Could service bring us together?
After this hellacious election is over, what in the world will we do as a nation to pull ourselves together? At the moment, the polls strongly suggest we will again vote for a divided government — a Democratic president and at least one house of Congress under Republican control. Which policies might encourage bipartisan (or, even better, nonpartisan) action?
Largely eclipsed in the media coverage by Donald Trump’s reality show of tweets and insults was a serious proposal Hillary Clinton offered last month. She suggested ways to expand the opportunities citizens will have to render service to their nation and their communities.
We are so polarized that even touting a Clinton initiative is seen as a partisan act. But while my own preferences in this contest are clear, I’d suggest Republicans and conservatives ought to be able to warm to a vision that places heavy emphasis on our responsibilities as citizens and the role of the institutions of civil society in solving problems. Her plan was specific and included an important innovation.
She proposed expanding the AmeriCorps program from 75,000 to 250,000 annual volunteer slots, the original goal of the Edward M. Kennedy Serve America Act, co-sponsored by the late senator and his Utah Republican colleague, Orrin Hatch. Turning service into an expectation of all Americans is the aim of a project that retired Gen. Stanley McChrystal is spearheading. It can’t happen without additional service slots.

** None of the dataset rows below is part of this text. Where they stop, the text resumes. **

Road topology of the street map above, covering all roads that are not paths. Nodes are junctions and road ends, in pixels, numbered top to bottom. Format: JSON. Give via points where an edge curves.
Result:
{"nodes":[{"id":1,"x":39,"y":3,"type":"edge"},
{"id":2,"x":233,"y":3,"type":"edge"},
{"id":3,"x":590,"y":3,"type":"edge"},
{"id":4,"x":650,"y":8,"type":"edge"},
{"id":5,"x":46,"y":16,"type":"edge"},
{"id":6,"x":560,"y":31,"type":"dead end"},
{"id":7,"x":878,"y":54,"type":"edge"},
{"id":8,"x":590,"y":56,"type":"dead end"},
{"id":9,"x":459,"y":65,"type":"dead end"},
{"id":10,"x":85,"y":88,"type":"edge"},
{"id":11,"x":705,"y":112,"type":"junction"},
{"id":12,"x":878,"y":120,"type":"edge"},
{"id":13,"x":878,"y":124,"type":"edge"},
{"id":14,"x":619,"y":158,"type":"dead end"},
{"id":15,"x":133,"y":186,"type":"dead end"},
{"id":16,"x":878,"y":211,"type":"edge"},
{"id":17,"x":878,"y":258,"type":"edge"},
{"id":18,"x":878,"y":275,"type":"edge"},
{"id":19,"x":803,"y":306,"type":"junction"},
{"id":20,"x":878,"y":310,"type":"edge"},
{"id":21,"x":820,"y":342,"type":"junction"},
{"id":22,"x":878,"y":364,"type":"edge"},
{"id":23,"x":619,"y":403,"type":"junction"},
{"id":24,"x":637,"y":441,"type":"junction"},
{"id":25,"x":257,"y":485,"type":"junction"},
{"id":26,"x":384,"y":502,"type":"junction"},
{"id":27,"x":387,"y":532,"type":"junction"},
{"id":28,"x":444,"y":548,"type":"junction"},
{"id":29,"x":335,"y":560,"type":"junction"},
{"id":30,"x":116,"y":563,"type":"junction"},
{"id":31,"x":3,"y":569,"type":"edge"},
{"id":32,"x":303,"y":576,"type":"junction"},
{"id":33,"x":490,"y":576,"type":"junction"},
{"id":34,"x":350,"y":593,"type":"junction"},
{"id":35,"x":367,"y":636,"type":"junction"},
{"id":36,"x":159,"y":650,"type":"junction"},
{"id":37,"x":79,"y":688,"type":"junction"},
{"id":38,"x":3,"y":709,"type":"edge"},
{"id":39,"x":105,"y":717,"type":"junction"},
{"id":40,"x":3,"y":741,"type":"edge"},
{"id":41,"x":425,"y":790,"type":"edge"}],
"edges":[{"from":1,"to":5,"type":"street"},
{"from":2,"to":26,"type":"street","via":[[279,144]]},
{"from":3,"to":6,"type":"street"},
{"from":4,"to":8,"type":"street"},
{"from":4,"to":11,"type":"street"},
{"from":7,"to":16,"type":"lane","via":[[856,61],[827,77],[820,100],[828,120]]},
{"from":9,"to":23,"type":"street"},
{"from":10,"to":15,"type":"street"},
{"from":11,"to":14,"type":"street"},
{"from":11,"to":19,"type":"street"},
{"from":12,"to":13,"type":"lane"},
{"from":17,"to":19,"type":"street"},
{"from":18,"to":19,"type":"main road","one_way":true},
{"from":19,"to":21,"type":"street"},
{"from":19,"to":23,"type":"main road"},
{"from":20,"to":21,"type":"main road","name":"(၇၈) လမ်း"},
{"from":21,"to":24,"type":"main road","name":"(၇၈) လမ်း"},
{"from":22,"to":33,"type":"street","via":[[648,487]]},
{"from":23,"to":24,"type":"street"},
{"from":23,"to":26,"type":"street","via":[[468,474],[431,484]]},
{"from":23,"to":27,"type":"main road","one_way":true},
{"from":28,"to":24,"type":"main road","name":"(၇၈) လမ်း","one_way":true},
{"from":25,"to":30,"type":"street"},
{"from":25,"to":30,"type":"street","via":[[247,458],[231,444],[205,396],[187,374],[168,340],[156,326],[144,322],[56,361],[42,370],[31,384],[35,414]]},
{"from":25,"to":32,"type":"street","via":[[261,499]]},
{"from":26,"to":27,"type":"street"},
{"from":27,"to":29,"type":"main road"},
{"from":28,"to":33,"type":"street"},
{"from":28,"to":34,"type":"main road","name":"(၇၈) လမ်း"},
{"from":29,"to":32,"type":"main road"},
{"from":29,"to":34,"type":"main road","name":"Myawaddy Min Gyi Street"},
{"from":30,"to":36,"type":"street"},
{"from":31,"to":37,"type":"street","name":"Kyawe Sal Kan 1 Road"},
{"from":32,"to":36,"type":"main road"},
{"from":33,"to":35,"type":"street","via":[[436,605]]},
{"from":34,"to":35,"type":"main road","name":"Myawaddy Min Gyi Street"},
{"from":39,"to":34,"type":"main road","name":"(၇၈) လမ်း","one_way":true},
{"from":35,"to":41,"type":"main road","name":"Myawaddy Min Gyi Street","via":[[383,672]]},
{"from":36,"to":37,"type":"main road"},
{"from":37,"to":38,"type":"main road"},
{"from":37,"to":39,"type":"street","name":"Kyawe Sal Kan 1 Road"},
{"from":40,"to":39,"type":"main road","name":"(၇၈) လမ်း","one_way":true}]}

Clinton would also expand the Peace Corps and double the size of college scholarships that AmeriCorps members earn, providing a stronger incentive for young Americans to serve and, at the same time, easing the problem of college affordability. “I know too many talented, committed young people who pass up serving with AmeriCorps because, with their student loans, they can’t afford it,” Clinton said. “So let’s lighten that burden.”
She wants to encourage service by older Americans, too, since they “can apply a lifetime of knowledge and experience” to helping their neighbors and their nation. Thus, she would allocate 10 percent of AmeriCorps slots to Americans over 55.
Her innovative idea is to add a “National Service Reserve,” modeled after the reserves set up by the military’s branches, to “create a new means for people to serve in serious, meaningful ways without a full-time commitment.” Those who joined this civilian contingent would “receive some basic training, just like you would in the military reserves, and then when your city or state needs you, you’ll get the call.”
Clinton cited a number of examples where such an army of volunteers could be highly useful. They included natural disasters; a crisis such as the one that afflicted Flint, Mich., which required volunteers to distribute clean water; and other civic campaigns aimed, for example, at reducing drug abuse or promoting mental health. Her objective is a reserve of 5 million Americans.
Service is a cause that ought to bring together the left, the right and the center. Progressives have always honored public work and championed programs such as AmeriCorps and the Peace Corps. Middle-ofthe road Americans are often frustrated with politics because it is not focused enough on problem-solving; solving problems is precisely what service programs are about. Conservatives rightly speak of the importance of strengthening the nongovernmental institutions of civil society.
This, after all, was the insight that drove compassionate conservatism. Service programs offer strong support to such organizations.
There’s a purpose here that goes beyond this election. Even if you’re certain you’ll be voting against Clinton, I doubt you will dispute what she said about the problem of how far apart we are from each other and why service might be of some help in easing our animosities.
Promoting service is no cure-all. But it is a wise, practical and even inspiring thing to do.